Check the Pouch

Our last few days in the Northern Territory flew by. We got back into Alice Springs in the early afternoon, it’s amazing how far you can drive in a day when the road is smooth tarmac rather than a bulldust and hole riddled mess. As soon as we got back into reception Matt booked the van in for a wheel alignment and suspension check to see if we could locate and fix the disturbing banging that has been plaguing our drives. That evening we drove out to the convention center and waited to be picked up to go to The Kangaroo Sanctuary. Matt was really looking forward to this after listing to a podcast by Chris (Brolga) he had been keen to visit since we first began to dream about our trip around Australia.

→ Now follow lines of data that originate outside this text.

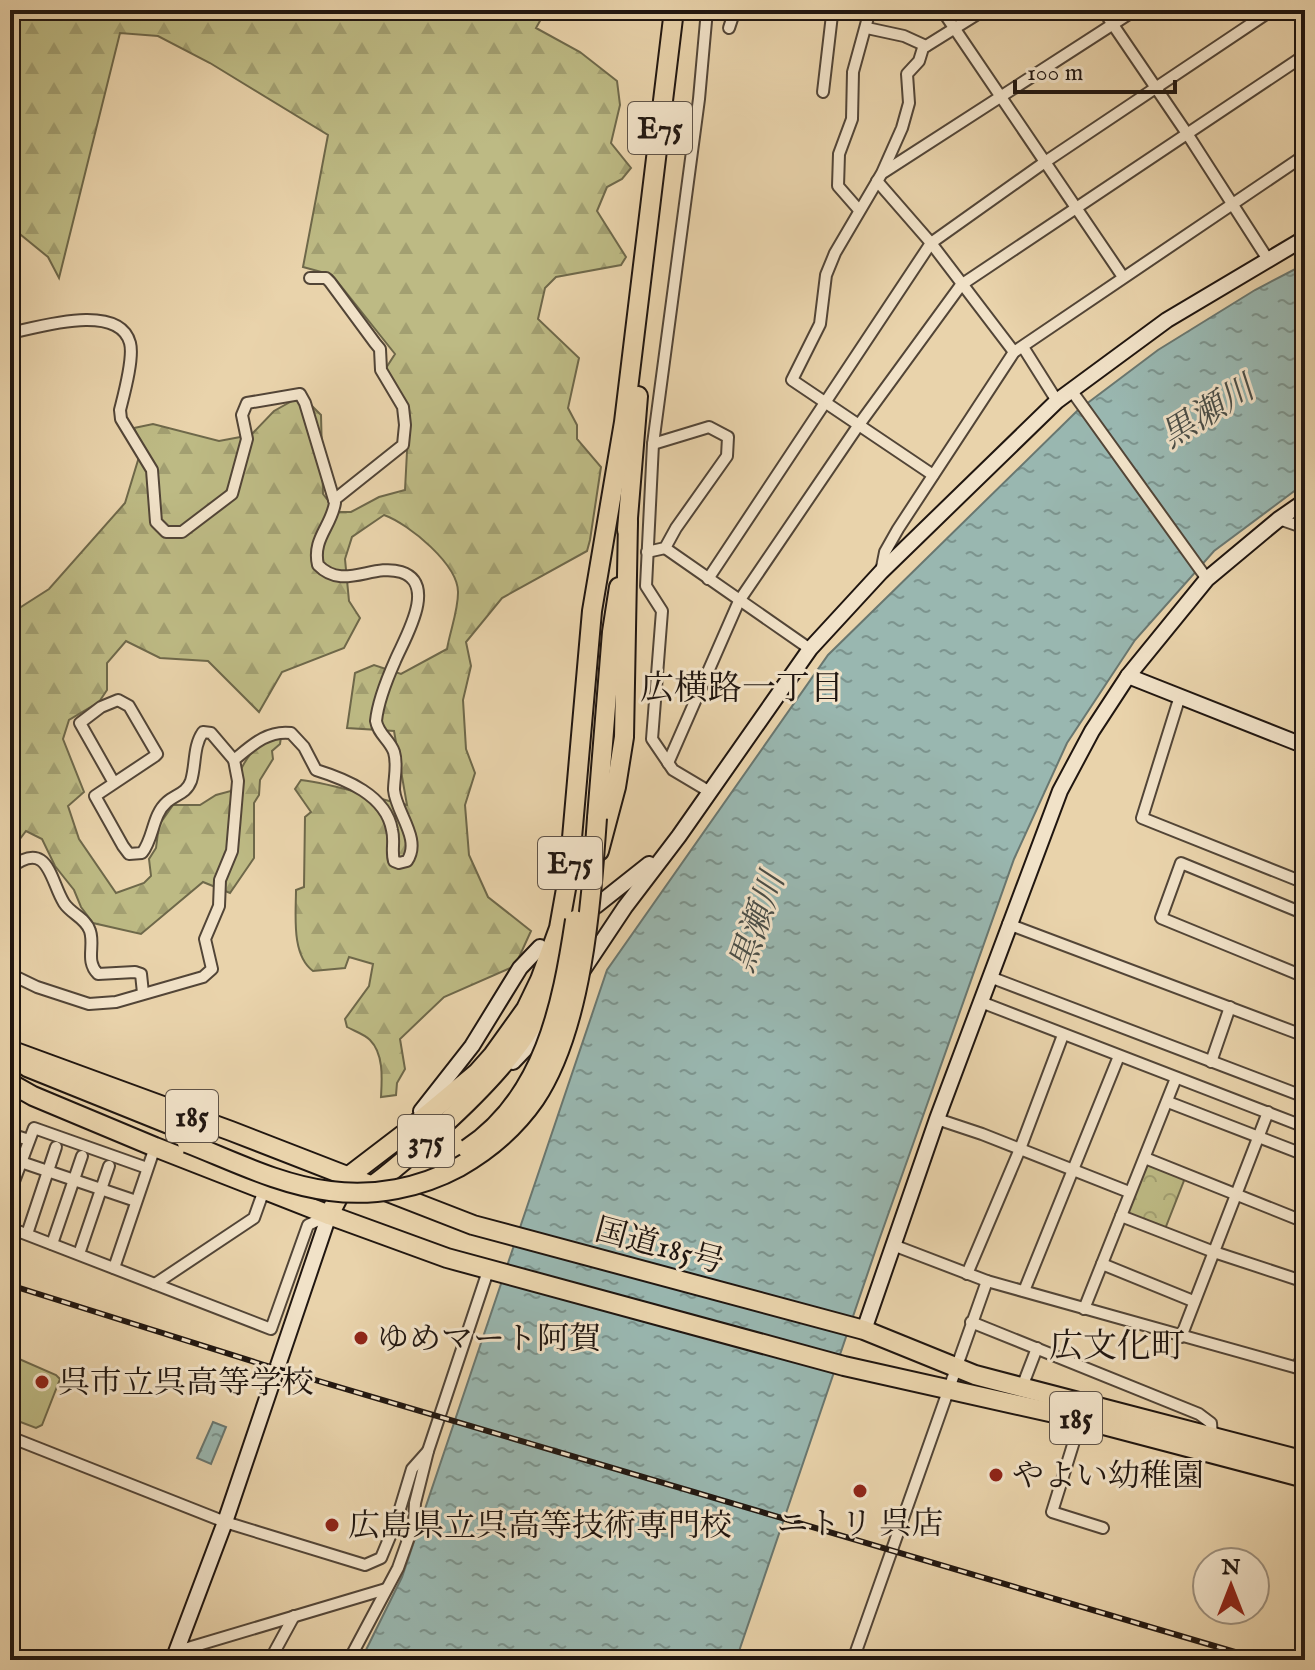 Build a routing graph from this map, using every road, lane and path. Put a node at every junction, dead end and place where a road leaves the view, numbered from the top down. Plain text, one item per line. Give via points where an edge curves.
1 (674, 10) edge
2 (707, 10) edge
3 (735, 10) edge
4 (819, 10) edge
5 (942, 10) edge
6 (984, 10) edge
7 (1103, 10) edge
8 (1135, 10) edge
9 (1272, 10) edge
10 (870, 12) edge
11 (832, 15) junction
12 (1112, 24) junction
13 (729, 28) dead end
14 (867, 28) junction
15 (956, 29) junction
16 (926, 46) junction
17 (1305, 55) edge
18 (1155, 88) junction
19 (823, 92) dead end
20 (1002, 97) junction
21 (1188, 135) junction
22 (1305, 155) edge
23 (1045, 162) junction
24 (880, 177) junction
25 (1234, 205) junction
26 (1077, 208) junction
27 (859, 210) junction
28 (1305, 238) edge
29 (931, 243) junction
30 (646, 245) junction
31 (1267, 258) junction
32 (1123, 277) junction
33 (310, 278) dead end
34 (961, 285) junction
35 (10, 333) edge
36 (1018, 350) junction
37 (1074, 394) junction
38 (1057, 401) junction
39 (824, 403) junction
40 (858, 426) junction
41 (653, 444) junction
42 (933, 475) junction
43 (334, 500) junction
44 (612, 500) junction
45 (1305, 501) edge
46 (1279, 519) junction
47 (628, 521) junction
48 (1305, 528) edge
49 (665, 548) junction
50 (647, 552) junction
51 (881, 572) junction
52 (1204, 575) junction
53 (708, 579) junction
54 (739, 601) junction
55 (810, 649) junction
56 (1128, 676) junction
57 (1180, 696) junction
58 (1305, 746) edge
59 (234, 760) junction
60 (668, 763) junction
61 (114, 783) junction
62 (710, 792) junction
63 (592, 818) junction
64 (679, 836) junction
65 (10, 868) edge
66 (1305, 883) edge
67 (596, 906) dead end
68 (1305, 914) edge
69 (1008, 924) junction
70 (540, 947) dead end
71 (10, 974) edge
72 (990, 977) junction
73 (1305, 977) edge
74 (143, 993) junction
75 (981, 1002) junction
76 (1230, 1007) junction
77 (1063, 1035) junction
78 (1305, 1036) edge
79 (10, 1050) edge
80 (1119, 1056) junction
81 (10, 1059) edge
82 (1211, 1062) junction
83 (10, 1072) edge
84 (1176, 1078) junction
85 (10, 1083) edge
86 (477, 1094) junction
87 (1305, 1097) edge
88 (1168, 1102) junction
89 (1268, 1112) junction
90 (937, 1119) junction
91 (1305, 1127) edge
92 (10, 1134) edge
93 (1259, 1137) junction
94 (189, 1138) junction
95 (29, 1140) junction
96 (56, 1147) dead end
97 (155, 1147) junction
98 (1020, 1149) junction
99 (1305, 1155) edge
100 (82, 1156) dead end
101 (375, 1156) junction
102 (1145, 1158) junction
103 (21, 1162) junction
104 (109, 1166) dead end
105 (147, 1168) junction
106 (1073, 1170) junction
107 (48, 1172) junction
108 (349, 1176) junction
109 (73, 1180) junction
110 (373, 1185) junction
111 (101, 1190) junction
112 (264, 1190) junction
113 (10, 1192) edge
114 (1129, 1192) junction
115 (1236, 1195) junction
116 (136, 1201) junction
117 (329, 1215) junction
118 (1121, 1216) junction
119 (1305, 1222) edge
120 (10, 1228) edge
121 (27, 1234) junction
122 (52, 1244) junction
123 (893, 1245) junction
124 (1214, 1252) junction
125 (79, 1254) junction
126 (1102, 1264) junction
127 (114, 1268) junction
128 (493, 1272) junction
129 (967, 1274) junction
130 (987, 1281) junction
131 (1305, 1282) edge
132 (155, 1284) junction
133 (1024, 1291) junction
134 (1193, 1301) junction
135 (1084, 1309) junction
136 (971, 1322) junction
137 (861, 1330) junction
138 (1181, 1337) junction
139 (1037, 1348) junction
140 (1305, 1350) edge
141 (955, 1368) junction
142 (1301, 1369) edge
143 (1022, 1387) junction
144 (950, 1390) junction
145 (1081, 1419) junction
146 (1212, 1436) junction
147 (10, 1437) edge
148 (428, 1451) junction
149 (1305, 1461) edge
150 (1305, 1478) edge
151 (225, 1522) junction
152 (1103, 1528) dead end
153 (386, 1589) junction
154 (294, 1616) junction
155 (176, 1655) edge
156 (10, 1656) edge
157 (21, 1660) edge
158 (270, 1660) edge
159 (349, 1660) edge
160 (853, 1660) edge

1 - 30 highway, E75
2 - 41 street
3 - 13 street
4 - 11 street
5 - 15 street
6 - 15 street
7 - 12 street
8 - 12 street
9 - 18 street
10 - 11 street
10 - 14 street
11 - 19 street
12 - 18 street
12 - 20 street
14 - 16 street
14 - 27 street via 853,72 852,119 839,154 838,186
15 - 16 street
15 - 20 street
16 - 24 street via 907,74 909,103
17 - 21 street
18 - 21 street
18 - 23 street
20 - 23 street
20 - 24 street
21 - 25 street
21 - 26 street
22 - 25 street
23 - 26 street
23 - 29 street
24 - 27 street
24 - 29 street
25 - 31 street
25 - 32 street
26 - 32 street
26 - 34 street
27 - 39 street via 826,275 820,324 792,380
28 - 31 street
29 - 34 street
29 - 39 street
30 - 44 highway, E75
30 - 47 highway, E75
31 - 37 street via 1167,320
32 - 36 street
33 - 43 street via 330,282 380,349 381,370 405,416 403,445
34 - 36 street
34 - 40 street
35 - 43 street via 81,320 121,326 131,351 121,419 152,470 156,522 166,532 182,532 232,494 247,439 243,410 252,401 300,394
36 - 38 street
36 - 42 street
37 - 38 street
37 - 52 street
38 - 51 street
39 - 40 street
39 - 53 street
40 - 42 street
40 - 54 street
41 - 49 street via 709,427 728,437 727,456
41 - 50 street
42 - 51 street via 885,552
43 - 59 street via 317,542 318,565 340,577 404,573 415,584 411,629 394,662 376,721 394,751 394,789 410,835 411,856 403,863 394,861 392,830 379,805 343,778 316,770 291,733 264,738
44 - 63 highway
44 - 101 highway, E75 via 592,611 565,904 550,955 526,1009 493,1055
45 - 46 street
46 - 48 street
46 - 52 street
47 - 63 highway
47 - 86 highway, E75 via 624,737 610,811 559,975 524,1040
49 - 50 street
49 - 53 street
50 - 60 street via 646,586 662,611 652,739
51 - 55 street
52 - 56 street
53 - 54 street
54 - 55 street
54 - 60 street
55 - 62 street
56 - 57 street
56 - 69 street via 1060,791
57 - 58 street
57 - 66 street via 1142,818
59 - 61 street via 211,733 203,732 189,786 157,814 148,846 137,856 123,846 95,799
59 - 74 street via 238,781 232,851 205,939 212,969 203,977
60 - 62 street
61 - 61 street via 157,754 129,706 118,700 80,723
62 - 64 street
63 - 94 highway, bridge via 584,948 558,1055 534,1101 482,1154 424,1182 352,1193 274,1177
64 - 67 street
64 - 86 street via 625,907 554,1020
65 - 74 street via 38,859 48,865 66,907 90,931 93,969 98,974 141,974
68 - 73 street via 1181,863 1161,918
69 - 72 street
69 - 76 street
70 - 101 street via 520,968 451,1076
71 - 74 street via 89,1004
72 - 75 street
72 - 82 street
75 - 77 street
75 - 90 street
76 - 78 street
76 - 82 street
77 - 80 street
77 - 98 street
79 - 108 highway, 国道185号 / 185
80 - 84 street
80 - 106 street
81 - 94 highway
82 - 87 street
83 - 94 highway
84 - 88 street
84 - 89 street
85 - 97 highway, 185
86 - 110 highway, 375
88 - 93 street
88 - 102 street
89 - 91 street
89 - 93 street
90 - 98 street
90 - 123 street
92 - 95 street
93 - 99 street
93 - 115 street
95 - 103 street
95 - 105 street via 34,1128
96 - 107 street
97 - 105 street
97 - 112 highway, 185
98 - 106 street
98 - 129 street
100 - 109 street
101 - 108 highway, 375
102 - 114 street
102 - 115 street
103 - 107 street
103 - 113 street
104 - 111 street
105 - 116 street
106 - 114 street
106 - 133 street
107 - 109 street
107 - 121 street
108 - 110 highway, 国道185号 / 185
108 - 117 highway, 375
109 - 111 street
109 - 122 street
110 - 117 highway, 375
110 - 137 highway, 国道185号 / 185 via 499,1233
111 - 116 street
111 - 125 street
112 - 117 highway, 185
112 - 132 street via 254,1218
114 - 118 street
115 - 119 street
115 - 124 street
116 - 127 street
117 - 128 highway, 185
117 - 132 street via 308,1225 271,1329
117 - 151 street
118 - 124 street
118 - 126 street
120 - 121 street
121 - 122 street
122 - 125 street
123 - 129 street
123 - 137 street
124 - 131 street
124 - 134 street
125 - 127 street
126 - 134 street
126 - 135 street
127 - 132 street
128 - 144 highway, 185
128 - 148 street
129 - 130 street
130 - 133 street
130 - 136 street
133 - 135 street
134 - 138 street
135 - 138 street
136 - 139 street
136 - 141 street
137 - 141 highway, 国道185号 / 185
138 - 142 street
139 - 143 street
139 - 146 street via 1199,1414 1211,1423
140 - 142 street
141 - 143 highway, 国道185号 / 185
141 - 144 street
143 - 146 highway, 国道185号 / 185
144 - 145 highway, 185
144 - 160 street
145 - 150 highway, 185
145 - 152 street via 1052,1512
146 - 149 highway, 国道185号 / 185
147 - 151 street
148 - 151 street via 412,1469 381,1558 365,1565
148 - 153 street via 414,1523
151 - 155 street
153 - 154 street
153 - 159 street
154 - 155 street
154 - 158 street
156 - 157 street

The bus ride to the sanctuary was pretty fast but we had time to watch a little bit of the documentary where Chris was being chased around the sanctuary by the massive red kangaroo called Roger that was one of the first 3 joeys he fostered. It was entertaining but Roger was more than a little bit scary standing on his tail and trying to box with his human carer. Chris greeted the bus and showed us the shed where he used to live. When he first set up the sanctuary he had no money having spent it all on fencing and the land so he couldn’t afford a house so he slept and cooked in a small tin shed, it wouldn’t have looked out of place in a suburban backyard. He took us out the back, talked to us about his work, and showed us a couple of beautiful baby kangaroos, one of his adult rescues kept coming up to the group and he explained that sometimes, despite their best efforts, the kangaroos don’t become wild again so rather than releasing them he keeps them in the sanctuary. We then took a walk around the grounds.

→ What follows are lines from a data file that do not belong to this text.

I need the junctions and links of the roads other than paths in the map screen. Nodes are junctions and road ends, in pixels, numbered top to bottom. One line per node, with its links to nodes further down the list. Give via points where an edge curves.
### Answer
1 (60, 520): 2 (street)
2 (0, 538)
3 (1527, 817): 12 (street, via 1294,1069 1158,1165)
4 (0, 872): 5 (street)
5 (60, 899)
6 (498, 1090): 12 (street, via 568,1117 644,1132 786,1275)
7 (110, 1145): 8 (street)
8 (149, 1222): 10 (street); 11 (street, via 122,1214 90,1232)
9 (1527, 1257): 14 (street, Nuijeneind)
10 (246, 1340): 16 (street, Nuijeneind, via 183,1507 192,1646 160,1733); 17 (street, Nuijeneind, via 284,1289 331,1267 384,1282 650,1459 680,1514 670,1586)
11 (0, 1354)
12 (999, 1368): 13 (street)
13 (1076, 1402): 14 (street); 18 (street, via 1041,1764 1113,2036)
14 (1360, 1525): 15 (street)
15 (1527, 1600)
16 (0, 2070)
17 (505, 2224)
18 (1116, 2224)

The sanctuary was huge with dog proof fencing on all sides to keep the roos safe from harm. We learnt about red kangaroos and euros and how their family structures work and Chris told us about the importance of checking the pouches of road kill as often the babies are still alive after the mother has been hit by a car. We looked at Rogers memorial and then made our way back to the bus. Both of us were so happy that we’d waited around to be able to visit, it was an amazing place. For dinner we went to the Alice Springs Brewery and had wood-fired pizza as well as sampling a few of their beers before heading back to our transport museum camp and hitting the hay.

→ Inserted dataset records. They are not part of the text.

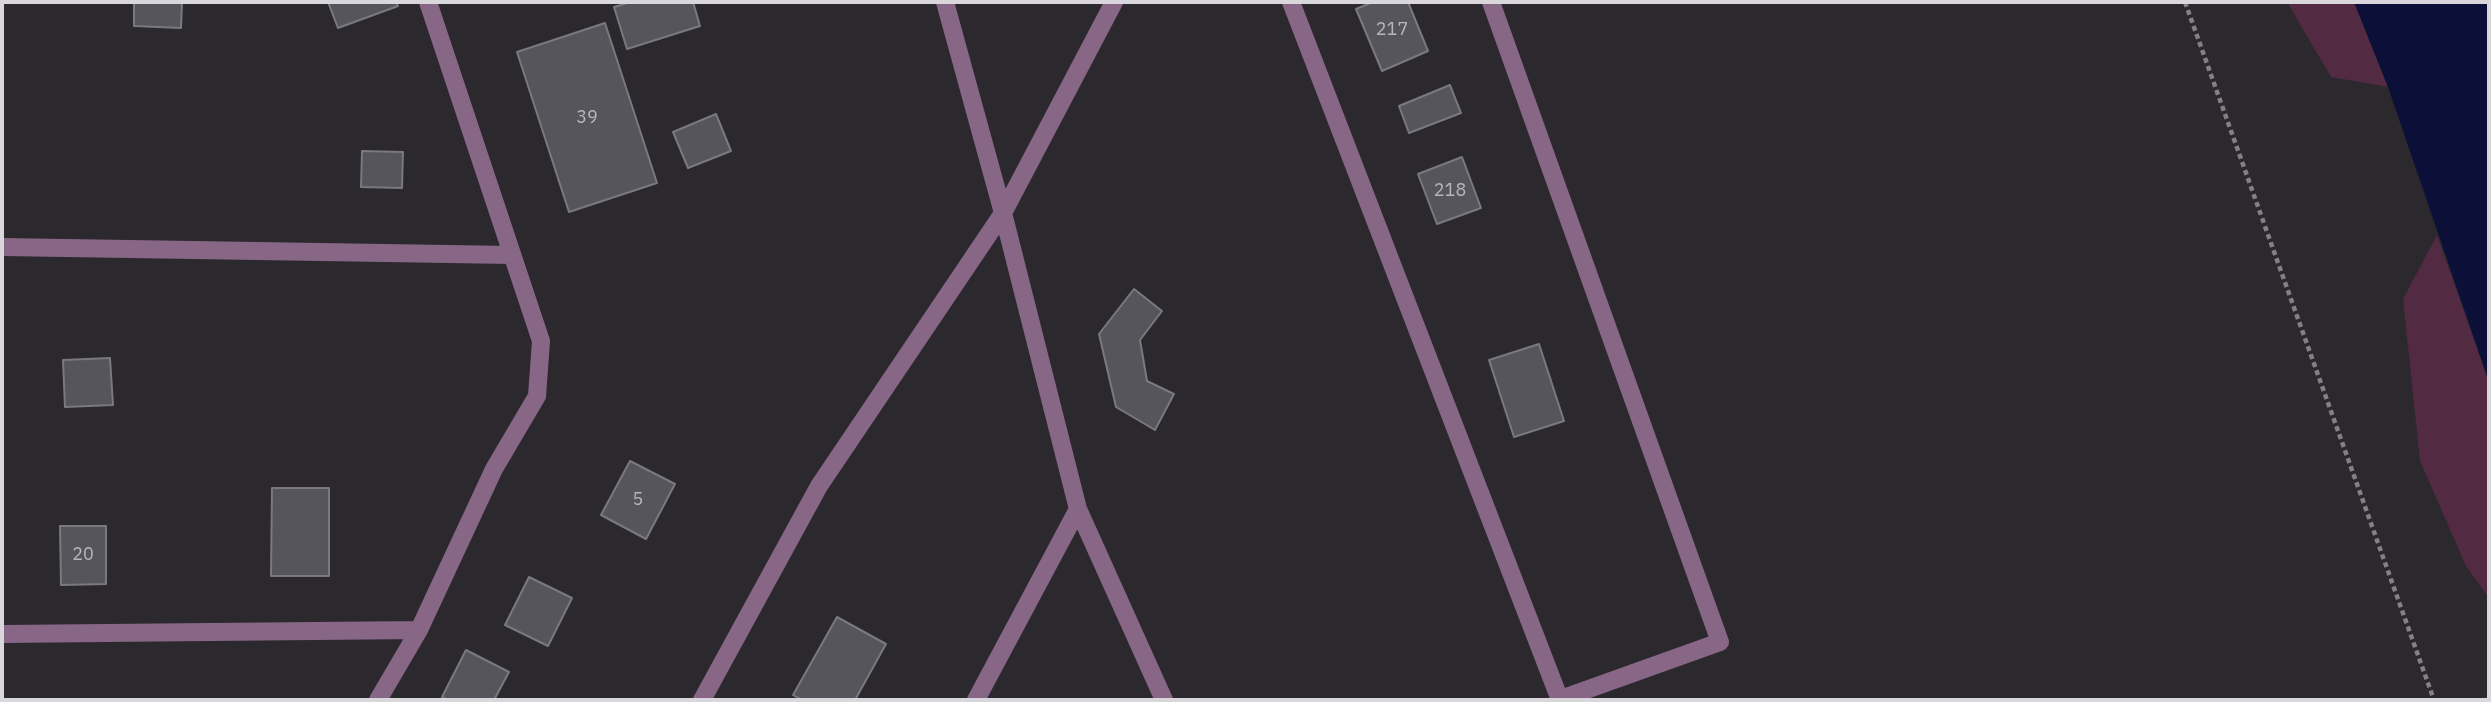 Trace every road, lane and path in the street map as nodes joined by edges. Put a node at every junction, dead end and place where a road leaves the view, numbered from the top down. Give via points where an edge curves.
1 (428, 2) edge
2 (944, 2) edge
3 (1114, 2) edge
4 (1291, 2) edge
5 (1491, 2) edge
6 (2185, 2) edge
7 (1003, 212) junction
8 (2, 247) edge
9 (512, 255) junction
10 (1078, 509) junction
11 (419, 630) junction
12 (2, 634) edge
13 (378, 700) edge
14 (702, 700) edge
15 (976, 700) edge
16 (1164, 700) edge
17 (1559, 700) edge
18 (2434, 700) edge

1 - 9 street
2 - 7 street
3 - 7 street
4 - 17 street
5 - 17 street via 1720,642
6 - 18 path
7 - 10 street
7 - 14 street via 819,486
8 - 9 street
9 - 11 street via 541,341 537,396 494,468
10 - 15 street
10 - 16 street
11 - 12 street
11 - 13 street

On Friday morning we woke up early and packed up the van so we could drop it off for the wheel alignment and suspension check. The mechanic very kindly drove us to the Alice Springs Desert Park so we could spend the morning looking at animals and wandering around the gardens rather than sitting in a stuffy office. We’d heard mixed things on the road about the park but after visiting we both thought it was really well done particularly their bird enclosures and the nocturnal house. There were mala, bilbies, heaps of different birds, as well as the standard dingos, emus, and kangaroos. We went on a couple of the ranger guided talks at different enclosures but I got bit frustrated with the ranger because she kept misidentifying birds and mispronouncing names so we ended up walking around on our own most of the time. It took us 4 hours to get around the whole park with our finish perfectly timed to go and pick up the van.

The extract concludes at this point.